総理官邸と内閣記者会がもめている。その発端は、世耕弘成首相補佐官(広報担当)が9月27日、安倍総理の「ぶら下がり」会見を1日1回とするよう、内閣記者会に申し入れたことに始まる。
「ぶら下がり」会見問題の実相
この「ぶら下がり」会見とは、総理が立ちながら記者の質問に答えるもの。小泉総理のときは、政権発足当初は1日2回行っていたが、ことし7月から1回に半減した。安倍内閣では1回を踏襲したいとしたが、記者会側は「本来2回、一方的な通告は認められない」と申し入れを拒んでいる。
広報担当の世耕補佐官の説明では、ぶら下がりは夕方1回のみだが、夜のテレビニュースに間に合う時間帯に実施。1回とする代わりに取材時間には配慮するとし、「より密度を濃くしたメッセージを国民に発信したい」「1日1回でも国際的には非常に多い回数」とした。
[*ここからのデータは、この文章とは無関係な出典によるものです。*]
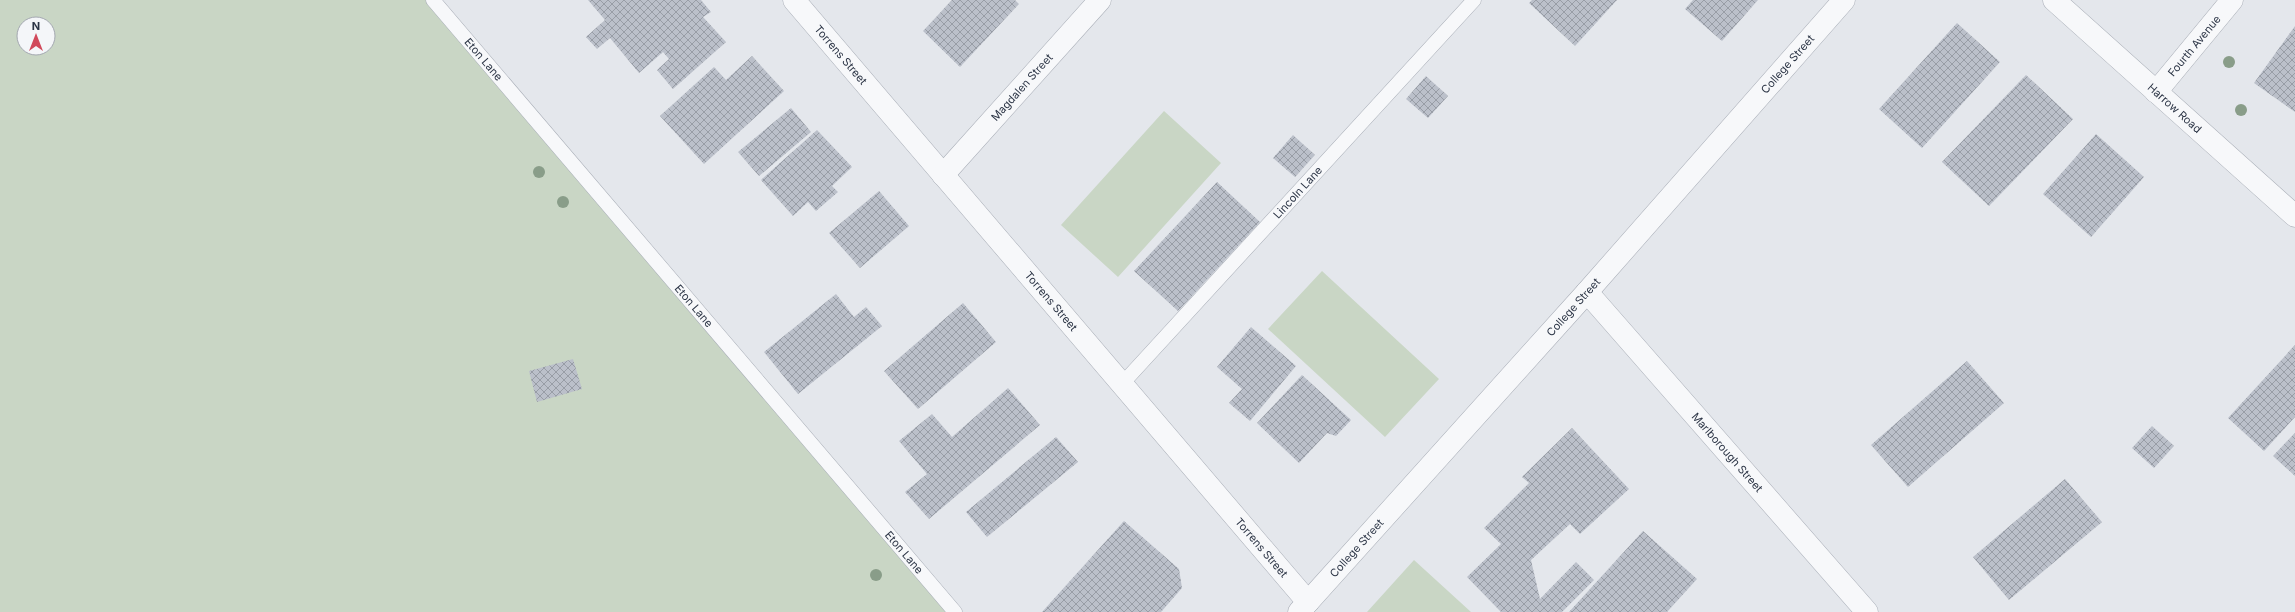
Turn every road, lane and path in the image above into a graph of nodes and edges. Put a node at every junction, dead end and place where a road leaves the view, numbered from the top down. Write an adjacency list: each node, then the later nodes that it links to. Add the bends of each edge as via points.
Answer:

つまり、今回の内閣では広報担当の総理補佐官が新設されたこともあり、総理の負担を減らしたいとの意向だろう。
では実際、どのようなかたちで「ぶら下がり」会見が行われているのだろうか。その27日の当日は、午後8時50分から総理執務室での安倍-ブッシュの電話会談があり、午後9時15分ごろから、安倍総理の「ぶら下がり」会見があった。翌日の28日は午後7時過ぎから総理の「ぶら下がり」会見があった。が、この日は午後から総理と新聞各社論説委員との懇談、続いて総理とテレビ解説委員との懇談、さらに総理と内閣記者会各社キャップとの懇談があった。つまり、「ぶら下がり」会見は1回だったが、マスメディアとの対話には官邸サイドは応じているのである。
記者会側は「ぶら下がり」会見は政府と報道各社の合意に基づいて実施しており、一方的な通告による変更は認められない」と主張し、29日には要請文を広報担当補佐官の世耕氏に提出した。あくまでも小泉政権で合意した1日2回を継続するよう求めたほか▽内閣記者会が緊急取材を求めた場合は応じる▽ぶら下がり取材はインターネットテレビで収録しない▽官邸や国会内で総理が歩行中の取材に応じる▽現在制限されている総理執務室周辺の取材を認める-など合計5項目を要請した。
この「インターネットテレビで収録しない」との下りは、官邸ホームページの掲載のため政府のカメラも「ぶら下がり」会見の様子を撮影したいと世耕氏が提案したものだ。これに対して、記者会側は、政府のテレビ撮影は「取材の場であり広報ではない」と拒否したわけである。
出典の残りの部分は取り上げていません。